Problem to solve: Your task is to filter the entries and copy every line containing the string "road".
# # # #
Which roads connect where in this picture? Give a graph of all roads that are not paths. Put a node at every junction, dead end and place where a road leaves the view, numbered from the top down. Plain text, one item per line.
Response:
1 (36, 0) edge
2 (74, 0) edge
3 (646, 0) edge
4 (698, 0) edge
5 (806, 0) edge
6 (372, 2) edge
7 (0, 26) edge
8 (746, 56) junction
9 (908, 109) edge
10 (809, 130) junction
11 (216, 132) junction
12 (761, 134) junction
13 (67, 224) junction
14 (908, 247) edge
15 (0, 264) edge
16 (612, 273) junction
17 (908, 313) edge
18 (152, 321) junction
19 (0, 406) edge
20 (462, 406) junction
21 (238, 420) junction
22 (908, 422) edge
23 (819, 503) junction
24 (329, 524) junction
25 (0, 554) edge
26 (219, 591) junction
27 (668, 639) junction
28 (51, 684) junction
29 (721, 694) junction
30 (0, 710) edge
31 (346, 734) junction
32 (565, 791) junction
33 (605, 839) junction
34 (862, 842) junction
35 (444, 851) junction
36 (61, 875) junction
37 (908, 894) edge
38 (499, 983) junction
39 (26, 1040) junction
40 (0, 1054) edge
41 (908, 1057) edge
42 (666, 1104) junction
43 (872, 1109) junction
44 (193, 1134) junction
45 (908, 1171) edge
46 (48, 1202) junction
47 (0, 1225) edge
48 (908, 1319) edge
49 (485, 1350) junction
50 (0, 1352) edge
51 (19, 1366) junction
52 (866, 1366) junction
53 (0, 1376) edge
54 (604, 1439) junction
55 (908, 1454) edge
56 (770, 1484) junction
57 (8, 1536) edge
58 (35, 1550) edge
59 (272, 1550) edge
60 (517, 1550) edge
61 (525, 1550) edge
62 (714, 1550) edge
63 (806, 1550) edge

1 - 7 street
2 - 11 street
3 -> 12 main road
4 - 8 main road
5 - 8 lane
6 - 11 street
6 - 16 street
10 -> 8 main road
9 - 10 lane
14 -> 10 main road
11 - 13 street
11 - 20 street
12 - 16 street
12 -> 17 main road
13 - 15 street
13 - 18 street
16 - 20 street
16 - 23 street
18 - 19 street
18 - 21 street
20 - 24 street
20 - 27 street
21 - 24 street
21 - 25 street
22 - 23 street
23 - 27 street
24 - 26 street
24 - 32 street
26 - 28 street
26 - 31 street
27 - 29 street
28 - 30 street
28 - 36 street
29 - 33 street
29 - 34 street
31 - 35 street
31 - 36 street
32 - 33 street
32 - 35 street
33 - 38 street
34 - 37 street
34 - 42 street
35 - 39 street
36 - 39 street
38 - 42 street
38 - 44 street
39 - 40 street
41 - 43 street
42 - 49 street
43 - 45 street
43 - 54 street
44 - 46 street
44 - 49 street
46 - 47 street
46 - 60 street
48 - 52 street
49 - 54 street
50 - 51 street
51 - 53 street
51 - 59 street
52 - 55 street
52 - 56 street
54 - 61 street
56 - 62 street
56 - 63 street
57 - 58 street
# # # #
Exercise solution:
Which roads connect where in this picture? Give a graph of all roads that are not paths. Put a node at every junction, dead end and place where a road leaves the view, numbered from the top down. Plain text, one item per line.
3 -> 12 main road
4 - 8 main road
10 -> 8 main road
14 -> 10 main road
12 -> 17 main road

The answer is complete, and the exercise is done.